Oh iya, tiga tahun sebelum ini, aku adalah orang yang putus asa, aku adalah laki-laki pengecut yang dengan sadar terinjak-injak harga dirinya, yang dengan terang ternodai marwahnya sebagai seorang laki-laki.
Oh iya, tiga tahun sebelum ini, aku hanyalah pria yang menunggu waktu tanpa tahu apa yang sedang ditunggu. Aku hanya pria yang berjalan tanpa tahu hendak kemana.
Oh iya, tiga tahun sebelum ini, aku hanya seorang manusia yang hatinya membeku keras, dingin dan tak berbentuk.
Tiga tahun sebelum ini, aku tenggelam oleh keinginan yang asburd, keinginan yang selalu melahirkan luka. Luka yang parah, yang setiap waktu hanya kian parah.
Tapi tahu-kah?
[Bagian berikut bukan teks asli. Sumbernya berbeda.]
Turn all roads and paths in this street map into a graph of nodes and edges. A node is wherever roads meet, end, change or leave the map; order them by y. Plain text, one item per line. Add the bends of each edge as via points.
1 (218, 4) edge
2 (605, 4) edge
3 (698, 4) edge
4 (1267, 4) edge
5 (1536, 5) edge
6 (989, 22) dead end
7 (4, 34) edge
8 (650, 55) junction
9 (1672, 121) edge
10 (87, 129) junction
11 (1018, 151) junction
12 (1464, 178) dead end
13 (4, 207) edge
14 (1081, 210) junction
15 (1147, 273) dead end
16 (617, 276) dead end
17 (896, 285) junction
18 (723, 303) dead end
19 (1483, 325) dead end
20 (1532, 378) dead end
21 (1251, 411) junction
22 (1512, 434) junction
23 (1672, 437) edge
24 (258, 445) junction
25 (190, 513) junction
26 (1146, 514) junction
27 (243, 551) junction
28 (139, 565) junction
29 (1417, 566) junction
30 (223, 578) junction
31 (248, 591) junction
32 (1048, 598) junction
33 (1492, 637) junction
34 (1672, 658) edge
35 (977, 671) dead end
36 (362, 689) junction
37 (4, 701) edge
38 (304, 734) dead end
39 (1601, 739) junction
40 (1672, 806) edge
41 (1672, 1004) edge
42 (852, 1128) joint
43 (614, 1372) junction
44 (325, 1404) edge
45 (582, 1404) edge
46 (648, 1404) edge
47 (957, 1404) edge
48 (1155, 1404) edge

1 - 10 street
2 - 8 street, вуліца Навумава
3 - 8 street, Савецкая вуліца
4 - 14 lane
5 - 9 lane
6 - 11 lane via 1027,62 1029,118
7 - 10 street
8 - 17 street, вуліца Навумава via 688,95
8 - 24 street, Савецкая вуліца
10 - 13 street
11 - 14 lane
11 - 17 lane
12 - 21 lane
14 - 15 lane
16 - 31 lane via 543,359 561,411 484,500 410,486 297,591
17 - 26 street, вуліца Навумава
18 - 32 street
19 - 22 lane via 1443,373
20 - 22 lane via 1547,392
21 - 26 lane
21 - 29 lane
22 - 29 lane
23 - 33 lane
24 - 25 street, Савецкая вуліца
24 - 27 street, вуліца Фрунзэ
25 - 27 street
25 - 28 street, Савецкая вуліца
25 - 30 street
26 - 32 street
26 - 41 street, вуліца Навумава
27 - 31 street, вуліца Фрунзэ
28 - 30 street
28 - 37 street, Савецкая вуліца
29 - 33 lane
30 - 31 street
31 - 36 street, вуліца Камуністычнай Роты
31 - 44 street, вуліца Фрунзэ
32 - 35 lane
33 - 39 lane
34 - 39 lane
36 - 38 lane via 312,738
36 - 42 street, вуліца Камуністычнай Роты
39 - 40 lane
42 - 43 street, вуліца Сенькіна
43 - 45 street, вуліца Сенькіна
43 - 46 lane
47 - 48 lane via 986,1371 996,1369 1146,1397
Jawaban wanita pemilik senyum yang menawan di sampingku ini seketika menjelma menjadi obat dari segala kegundahan, keraguan dan keputusasaan.
Luka-luka itu secepat kilat tertutup, sembuh dan tak berbekas. Aku menikmati momen dimana jawaban dari wanita yang suaranya merdu saat melantunkan ayat-ayat Allah itu membelai seluruh luka yang tiga tahun sebelum ini mustahil rasanya sembuh.
Karena itu, aku merasa aku sudah ditemukan oleh penyihir putih yang santun. Yang entah bagaimana tatapannya memancarkan magnet kuat agar mendekat, yang tatapannya menyinari jalan agar tak tersesat, yang tatapannya menjadi tangga untuk menjadi lebih mulia.